Я обеими ладонями зажала себе рот, чтобы не заорать. По губам, по пальцам полилась соленая влага. Вытерла лицо ладонями, — это была не кровь, а слезы. Я размазывала их рукавом пуловера, но слезы катились и катились, застилали пеленой глаза, и я ничего не видела.
Потом до меня из кабинета донесся протяжный стон. Еще и еще… Подстреленный телохранитель хозяина выл от боли. Это привело меня в чувство. Я решительно встала и шагнула к двери кабинета. Он катался по полу, прижимая окровавленные руки к животу. Увидев меня, заорал:
— Неlfen! Fordere den Arzt auf! Вызови врача?
Я ногой отшвырнула валявшийся на ковре пистолет.
Он вылетел в холл.

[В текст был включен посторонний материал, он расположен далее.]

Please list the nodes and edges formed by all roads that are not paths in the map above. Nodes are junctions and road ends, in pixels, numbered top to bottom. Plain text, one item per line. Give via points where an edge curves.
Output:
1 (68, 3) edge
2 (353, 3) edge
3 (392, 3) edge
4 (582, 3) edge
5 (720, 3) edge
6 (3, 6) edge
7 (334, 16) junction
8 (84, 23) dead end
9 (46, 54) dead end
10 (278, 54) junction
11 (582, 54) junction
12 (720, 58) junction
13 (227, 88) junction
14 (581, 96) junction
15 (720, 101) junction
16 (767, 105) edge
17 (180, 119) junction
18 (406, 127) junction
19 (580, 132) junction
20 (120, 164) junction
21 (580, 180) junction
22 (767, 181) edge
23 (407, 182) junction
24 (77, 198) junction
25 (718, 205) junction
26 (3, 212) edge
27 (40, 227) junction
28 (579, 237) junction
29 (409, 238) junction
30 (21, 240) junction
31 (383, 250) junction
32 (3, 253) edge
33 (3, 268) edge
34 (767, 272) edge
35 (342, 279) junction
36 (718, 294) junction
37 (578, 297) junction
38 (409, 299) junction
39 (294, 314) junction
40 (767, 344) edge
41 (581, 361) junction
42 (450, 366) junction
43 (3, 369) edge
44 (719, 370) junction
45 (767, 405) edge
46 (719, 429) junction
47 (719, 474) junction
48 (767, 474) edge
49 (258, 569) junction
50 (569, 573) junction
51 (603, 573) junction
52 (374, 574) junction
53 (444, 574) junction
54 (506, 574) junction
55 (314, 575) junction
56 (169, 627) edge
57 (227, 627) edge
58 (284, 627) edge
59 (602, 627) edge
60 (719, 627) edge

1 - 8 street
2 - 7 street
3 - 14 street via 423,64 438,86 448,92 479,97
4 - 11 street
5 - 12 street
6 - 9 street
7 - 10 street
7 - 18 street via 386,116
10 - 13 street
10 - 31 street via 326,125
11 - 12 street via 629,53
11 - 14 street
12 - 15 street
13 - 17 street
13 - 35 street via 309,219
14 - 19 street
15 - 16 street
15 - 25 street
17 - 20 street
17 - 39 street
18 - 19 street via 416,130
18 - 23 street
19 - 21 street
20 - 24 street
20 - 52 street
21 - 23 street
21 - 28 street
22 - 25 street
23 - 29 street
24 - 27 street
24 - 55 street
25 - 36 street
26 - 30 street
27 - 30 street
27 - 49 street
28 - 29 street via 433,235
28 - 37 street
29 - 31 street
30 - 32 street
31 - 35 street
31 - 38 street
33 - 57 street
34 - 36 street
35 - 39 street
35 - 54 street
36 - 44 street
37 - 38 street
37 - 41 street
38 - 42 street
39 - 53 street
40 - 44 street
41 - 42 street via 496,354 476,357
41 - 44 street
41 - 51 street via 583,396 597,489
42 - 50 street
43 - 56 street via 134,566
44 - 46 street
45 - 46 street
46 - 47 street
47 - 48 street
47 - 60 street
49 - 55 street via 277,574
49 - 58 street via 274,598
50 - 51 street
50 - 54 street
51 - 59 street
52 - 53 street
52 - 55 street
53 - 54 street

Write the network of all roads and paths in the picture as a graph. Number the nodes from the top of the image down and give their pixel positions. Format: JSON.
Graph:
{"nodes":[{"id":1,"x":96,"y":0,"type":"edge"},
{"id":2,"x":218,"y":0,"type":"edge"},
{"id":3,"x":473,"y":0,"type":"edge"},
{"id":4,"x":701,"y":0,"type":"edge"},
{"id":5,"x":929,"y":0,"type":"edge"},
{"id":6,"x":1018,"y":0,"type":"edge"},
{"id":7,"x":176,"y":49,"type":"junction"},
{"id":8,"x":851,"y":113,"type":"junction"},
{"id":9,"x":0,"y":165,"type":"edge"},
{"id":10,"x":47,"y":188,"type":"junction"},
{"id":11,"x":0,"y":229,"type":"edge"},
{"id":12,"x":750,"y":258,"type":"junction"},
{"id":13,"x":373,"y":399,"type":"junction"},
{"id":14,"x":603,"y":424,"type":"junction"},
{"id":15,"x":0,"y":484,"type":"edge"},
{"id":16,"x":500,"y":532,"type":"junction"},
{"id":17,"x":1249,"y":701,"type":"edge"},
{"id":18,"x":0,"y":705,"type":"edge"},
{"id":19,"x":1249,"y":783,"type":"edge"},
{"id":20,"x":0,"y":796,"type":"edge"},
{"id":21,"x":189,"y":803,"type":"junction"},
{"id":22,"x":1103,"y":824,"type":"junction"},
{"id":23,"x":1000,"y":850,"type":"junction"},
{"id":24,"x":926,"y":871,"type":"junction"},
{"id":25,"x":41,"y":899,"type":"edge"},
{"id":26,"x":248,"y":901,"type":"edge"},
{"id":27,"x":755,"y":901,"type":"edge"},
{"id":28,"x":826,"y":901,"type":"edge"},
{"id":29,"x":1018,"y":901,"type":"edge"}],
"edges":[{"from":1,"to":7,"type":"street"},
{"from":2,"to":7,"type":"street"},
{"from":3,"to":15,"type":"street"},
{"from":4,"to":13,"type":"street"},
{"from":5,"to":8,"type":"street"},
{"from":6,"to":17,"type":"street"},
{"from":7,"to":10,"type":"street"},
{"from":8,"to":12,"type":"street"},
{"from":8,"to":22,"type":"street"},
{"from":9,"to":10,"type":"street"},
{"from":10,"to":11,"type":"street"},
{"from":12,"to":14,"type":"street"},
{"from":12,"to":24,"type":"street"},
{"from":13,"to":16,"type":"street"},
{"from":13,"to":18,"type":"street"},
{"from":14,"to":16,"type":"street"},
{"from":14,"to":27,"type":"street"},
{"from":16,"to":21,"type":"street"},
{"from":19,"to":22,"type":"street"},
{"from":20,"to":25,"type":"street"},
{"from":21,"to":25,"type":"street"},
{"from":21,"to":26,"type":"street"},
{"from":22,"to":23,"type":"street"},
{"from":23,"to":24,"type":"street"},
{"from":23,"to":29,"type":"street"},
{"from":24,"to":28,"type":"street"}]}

Не знаю почему, но мне не было ни страшно, ни жалко раненого костолома. Не обращая внимания на его вопли, я подошла к сейфу. Судя по тому, что я увидела, телохранитель успел выпытать у бедной Лоры, как на дверце сейфа поднимается стальное «забрало».
— Зачем ты убил? — крикнула я. — Она ничего не знала!
В ответ послышалось хлюпающее вытье… Я набрала польское слово-пароль, которое врезалось мне в память по буквам, как произнес его Алекс радостным голосом всего двадцать шесть часов назад: «подмиейские» — podmiejskie. Если останусь цела — обязательно узнаю, что это значит. Цифровой код запоминался проще, ведь я и так знала его наполовину… Открыв сейф, я сунула руку на верхнюю полку и вытащила уже знакомый пакет с паспортами всех стран бывшего Варшавского блока.
— Ты что, его кокнула?! — раздался у меня за спиной дрожащий от возбуждения знакомый голос.
Девчонке все же надоело сидеть в лифте, и она пришла сюда за новой порцией зрелищ. И получила. С избытком.
— Сколько тебе лет? — вместо ответа спросила я у девчонки.
— Семнадцать.
«Новое поколение выбирает пепси»? Господи, она моложе меня всего на полтора года, а я чувствую себя старой, такой старой! Опытной, как змея, и патриархальной, как Домострой. По крайней мере, я считаю, что человек должен пугаться убитых. Особенно если они убиты практически у тебя на глазах. Нет, сама я их уже не боялась. Почти…
— Ух ты, сколько бабок! — ахнула девчонка, сунув нос в открытую дверь сейфа.
Я молча бросала пачки пятисотмарочных банкнот в пластиковый хозяйственный мешок, прихваченный на кухне. Вытряхнула на кресло пакет с документами, разворошила, вытянула первый попавшийся паспорт с гербом СССР, развернула, и оказалось — мой.
— А мне можно взять немного? — жадно глядя в сейф, спросила девчонка.
— Если не боишься.
Костолом Раймана пришел в себя, снова застонал, зашевелился. Я сунула в карман брюк свой паспорт, подумала, сгребла в пакет остальные паспорта, взяла в одну руку его, к другую — мешок с деньгами. Девчонка, недолго думая, выхватила из сейфа пару пачек и бросилась за мной.